- **Activity**
Look for the word "highway" in the entries below, then copy every line that has it.

[Items listed in a dataset]
---

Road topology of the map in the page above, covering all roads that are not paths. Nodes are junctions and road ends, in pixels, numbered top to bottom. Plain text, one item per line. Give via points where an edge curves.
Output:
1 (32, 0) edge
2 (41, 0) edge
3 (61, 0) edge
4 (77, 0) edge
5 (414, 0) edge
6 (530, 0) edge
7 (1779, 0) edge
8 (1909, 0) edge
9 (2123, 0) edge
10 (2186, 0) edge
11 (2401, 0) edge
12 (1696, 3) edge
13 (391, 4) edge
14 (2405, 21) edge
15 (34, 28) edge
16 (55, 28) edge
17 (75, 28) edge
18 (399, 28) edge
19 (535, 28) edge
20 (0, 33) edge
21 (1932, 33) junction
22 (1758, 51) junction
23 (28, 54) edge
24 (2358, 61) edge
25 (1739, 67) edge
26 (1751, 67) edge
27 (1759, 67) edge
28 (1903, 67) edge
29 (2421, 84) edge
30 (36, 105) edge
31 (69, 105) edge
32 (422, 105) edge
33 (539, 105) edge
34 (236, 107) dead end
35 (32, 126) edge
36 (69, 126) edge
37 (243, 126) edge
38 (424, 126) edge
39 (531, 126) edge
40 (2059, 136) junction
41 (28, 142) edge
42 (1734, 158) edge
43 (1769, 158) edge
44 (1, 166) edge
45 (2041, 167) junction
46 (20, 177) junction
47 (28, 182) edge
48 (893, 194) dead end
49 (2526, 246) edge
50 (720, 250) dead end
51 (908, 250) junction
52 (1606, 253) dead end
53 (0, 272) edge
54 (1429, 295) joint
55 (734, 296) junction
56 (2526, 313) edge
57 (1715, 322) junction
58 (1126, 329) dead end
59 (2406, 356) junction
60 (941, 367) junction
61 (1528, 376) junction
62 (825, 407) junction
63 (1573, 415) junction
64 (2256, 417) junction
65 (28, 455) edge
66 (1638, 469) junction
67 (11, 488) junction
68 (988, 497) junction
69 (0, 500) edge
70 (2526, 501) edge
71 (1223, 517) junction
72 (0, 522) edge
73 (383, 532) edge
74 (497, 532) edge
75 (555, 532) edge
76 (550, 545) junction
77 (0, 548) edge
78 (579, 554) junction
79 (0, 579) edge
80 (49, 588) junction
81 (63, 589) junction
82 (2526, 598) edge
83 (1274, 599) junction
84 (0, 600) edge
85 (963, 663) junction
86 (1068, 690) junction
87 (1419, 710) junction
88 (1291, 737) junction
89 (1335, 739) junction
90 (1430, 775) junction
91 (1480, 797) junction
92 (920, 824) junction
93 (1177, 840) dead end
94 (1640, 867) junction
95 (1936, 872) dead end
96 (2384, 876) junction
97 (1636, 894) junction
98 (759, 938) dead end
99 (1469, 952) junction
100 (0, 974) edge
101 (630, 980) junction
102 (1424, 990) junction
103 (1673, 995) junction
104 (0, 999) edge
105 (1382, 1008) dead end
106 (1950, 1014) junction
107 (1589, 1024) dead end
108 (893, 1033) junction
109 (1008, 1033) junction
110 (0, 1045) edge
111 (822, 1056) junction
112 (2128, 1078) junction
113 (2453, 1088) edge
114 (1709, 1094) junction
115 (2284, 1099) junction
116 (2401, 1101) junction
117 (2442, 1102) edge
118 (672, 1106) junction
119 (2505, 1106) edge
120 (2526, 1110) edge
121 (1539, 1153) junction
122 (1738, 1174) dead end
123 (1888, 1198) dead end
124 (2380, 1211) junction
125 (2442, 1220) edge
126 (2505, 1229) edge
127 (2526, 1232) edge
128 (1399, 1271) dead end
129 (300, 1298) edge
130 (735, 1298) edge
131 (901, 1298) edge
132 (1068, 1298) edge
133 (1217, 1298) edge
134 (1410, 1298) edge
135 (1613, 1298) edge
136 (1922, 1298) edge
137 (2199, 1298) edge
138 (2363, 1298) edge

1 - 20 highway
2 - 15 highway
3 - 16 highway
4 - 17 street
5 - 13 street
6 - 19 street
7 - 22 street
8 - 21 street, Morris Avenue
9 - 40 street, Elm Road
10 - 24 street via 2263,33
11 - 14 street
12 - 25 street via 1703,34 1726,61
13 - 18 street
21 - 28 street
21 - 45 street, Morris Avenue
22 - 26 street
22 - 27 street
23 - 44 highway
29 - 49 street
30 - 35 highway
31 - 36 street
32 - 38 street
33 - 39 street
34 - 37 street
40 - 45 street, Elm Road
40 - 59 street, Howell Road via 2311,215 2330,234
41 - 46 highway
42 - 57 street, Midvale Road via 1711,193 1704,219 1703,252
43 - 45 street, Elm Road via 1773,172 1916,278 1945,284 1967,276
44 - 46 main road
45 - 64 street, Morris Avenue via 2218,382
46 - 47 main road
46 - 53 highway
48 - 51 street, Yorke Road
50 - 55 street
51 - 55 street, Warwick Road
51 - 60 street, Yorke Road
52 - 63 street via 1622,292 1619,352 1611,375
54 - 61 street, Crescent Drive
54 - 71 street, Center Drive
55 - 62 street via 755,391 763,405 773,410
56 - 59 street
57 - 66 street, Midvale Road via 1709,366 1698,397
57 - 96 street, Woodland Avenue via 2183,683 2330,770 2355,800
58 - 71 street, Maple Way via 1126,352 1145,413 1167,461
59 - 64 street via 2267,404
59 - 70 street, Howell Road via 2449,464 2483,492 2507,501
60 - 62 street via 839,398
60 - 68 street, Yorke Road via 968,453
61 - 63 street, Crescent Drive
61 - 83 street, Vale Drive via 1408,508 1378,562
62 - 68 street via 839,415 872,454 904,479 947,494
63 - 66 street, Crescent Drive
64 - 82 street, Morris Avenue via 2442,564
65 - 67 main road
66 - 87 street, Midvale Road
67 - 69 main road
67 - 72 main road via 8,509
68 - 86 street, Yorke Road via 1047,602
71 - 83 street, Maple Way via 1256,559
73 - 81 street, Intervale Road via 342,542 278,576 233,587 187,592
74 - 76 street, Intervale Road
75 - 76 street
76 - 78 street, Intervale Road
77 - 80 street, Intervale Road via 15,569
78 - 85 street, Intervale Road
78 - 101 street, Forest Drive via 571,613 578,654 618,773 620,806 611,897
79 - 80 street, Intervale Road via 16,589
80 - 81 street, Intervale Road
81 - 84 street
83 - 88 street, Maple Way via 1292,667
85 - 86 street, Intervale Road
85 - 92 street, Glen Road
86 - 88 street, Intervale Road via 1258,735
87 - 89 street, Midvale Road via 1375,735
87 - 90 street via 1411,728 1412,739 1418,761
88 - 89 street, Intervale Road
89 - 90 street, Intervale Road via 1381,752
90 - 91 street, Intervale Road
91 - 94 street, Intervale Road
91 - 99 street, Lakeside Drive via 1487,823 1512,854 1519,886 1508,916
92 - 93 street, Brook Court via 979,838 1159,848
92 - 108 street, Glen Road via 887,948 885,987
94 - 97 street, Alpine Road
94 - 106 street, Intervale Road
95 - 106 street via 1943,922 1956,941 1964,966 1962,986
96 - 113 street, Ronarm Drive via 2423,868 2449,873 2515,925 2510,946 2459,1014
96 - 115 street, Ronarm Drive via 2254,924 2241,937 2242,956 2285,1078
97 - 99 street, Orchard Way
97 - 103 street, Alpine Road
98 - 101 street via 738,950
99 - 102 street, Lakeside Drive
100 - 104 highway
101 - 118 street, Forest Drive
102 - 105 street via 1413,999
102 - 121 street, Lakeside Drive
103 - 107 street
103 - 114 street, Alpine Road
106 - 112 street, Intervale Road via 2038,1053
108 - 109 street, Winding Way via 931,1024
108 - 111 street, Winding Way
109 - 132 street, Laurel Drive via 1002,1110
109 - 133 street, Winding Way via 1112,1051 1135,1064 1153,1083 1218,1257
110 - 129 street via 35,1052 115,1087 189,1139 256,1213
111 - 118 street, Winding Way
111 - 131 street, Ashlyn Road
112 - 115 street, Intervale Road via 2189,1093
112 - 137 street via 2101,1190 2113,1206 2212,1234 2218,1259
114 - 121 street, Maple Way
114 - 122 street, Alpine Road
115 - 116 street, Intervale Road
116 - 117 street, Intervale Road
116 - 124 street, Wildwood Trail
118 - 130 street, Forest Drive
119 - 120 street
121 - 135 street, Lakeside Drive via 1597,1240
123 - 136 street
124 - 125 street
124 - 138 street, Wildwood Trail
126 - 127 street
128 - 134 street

---

- **Answer section**
1 - 20 highway
2 - 15 highway
3 - 16 highway
23 - 44 highway
30 - 35 highway
41 - 46 highway
46 - 53 highway
100 - 104 highway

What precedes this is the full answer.